Leveraging Digitized Materials from the Northeastern University’s Archives and Special Collections

This workshop was part of the 2025-26 Digital Practice Workshop Series, an ongoing collaboration between the Centers for Digital Scholarship (CDS) and Humanities Center that centers topics relating to digital archive and digital humanities. The series is intended to strengthen collaboration between Snell Library and CSSH.

In addition to its abundant collection of analog materials and objects, the Northeastern University Archives and Special Collections (NUASC) maintains a rich digital world, with over 85,000 records in its Digital Repository Service (DRS) alone. On November 13, Molly Brown led “Leveraging Digitized Materials from the Northeastern University’s Archives and Special Collections,” a workshop that empowered attendees to step into NUASC’s digital records and materials.
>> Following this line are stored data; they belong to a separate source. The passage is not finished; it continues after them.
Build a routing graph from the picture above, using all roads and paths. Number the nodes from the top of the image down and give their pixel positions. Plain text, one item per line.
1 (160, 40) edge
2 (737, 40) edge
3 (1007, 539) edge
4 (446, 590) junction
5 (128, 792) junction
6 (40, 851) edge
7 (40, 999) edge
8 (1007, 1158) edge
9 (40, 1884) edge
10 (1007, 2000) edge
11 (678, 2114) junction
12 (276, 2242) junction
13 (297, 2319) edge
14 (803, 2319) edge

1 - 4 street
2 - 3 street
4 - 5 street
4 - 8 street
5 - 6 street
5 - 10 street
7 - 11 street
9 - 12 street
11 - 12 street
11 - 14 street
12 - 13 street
Brown began the workshop with an introduction to NUASC’s holdings, which typically fall into two containers: The University Archives typically include departmental records, group records, audiovisual media, and digitized photographs and media. Additionally, the Special Collections hold historical records that center social justice movements across Boston. Prioritizing the preservation and stewardship of community materials and stories, the Special Collections work to be and remain responsive to community feedback and needs, and commit to ensuring that finding aids (which are community guides in addition to tools) are clear and detailed. The Special Collections also houses digital portals to thematically-organized collections, such as the Boston Asian American Community History Portal and Freedom House Photographs.

While both subsections of NUASC include digitized materials, Brown emphasized that a useful place to start exploring the University’s digital collections is the DRS, which primarily houses digital and digitized materials on Boston’s history, art, infrastructure, activism, and social movements.

When searching the DRS, Brown recommended that visitors toggle search results to grid view, narrowing down format (e.g. Photographs), and using the “Advanced Search” feature to establish a heat map of what years have the most materials (clicking “A-Z sort” displays the earliest year that a search term is present in). In addition to its traditional search features, the DRS also offers Optical Character Recognition (OCR) files for text mining, geolocated photographs of Roxbury for mapping, and detailed photo logs from the now-sunsetted local photography company FayFoto.

During the workshop, Brown also demonstrated search and use tips for the Archives Catalog, which contains searchable finding aids for all of NUASC’s fully processed analog and digital collections. The Catalog, Brown explained, is especially useful for users who have a sense of their topic but not specific search terms.

Detailing what’s in process and upcoming for NUASC’s already-robust digital collections, Brown shared that the NUASC received a grant to fund the digitization of the Elma Ina Lewis papers, which will be conducted in partnership with Snell Library’s Digital Production Services (DPS). There are also a number of collections undergoing digitization, such as the Freedom House Records, highlighting the increasing need for digital material support, including metadata creation, processing, and digitization efforts.

Through approachable and clear demonstrations, a lively Q&A session, and Brown’s evident passion for archives (paired with a deep knowledge of NUASC after nearly 8 years at the University), the workshop equipped attendees with tools and information that make archival research, an often-daunting task, exciting and possible. From Boston Public School Desegregation records to fascinating interviews conducted by Larry Katz, NUASC’s digital collections establish and maintain an extraordinary bridge to the past.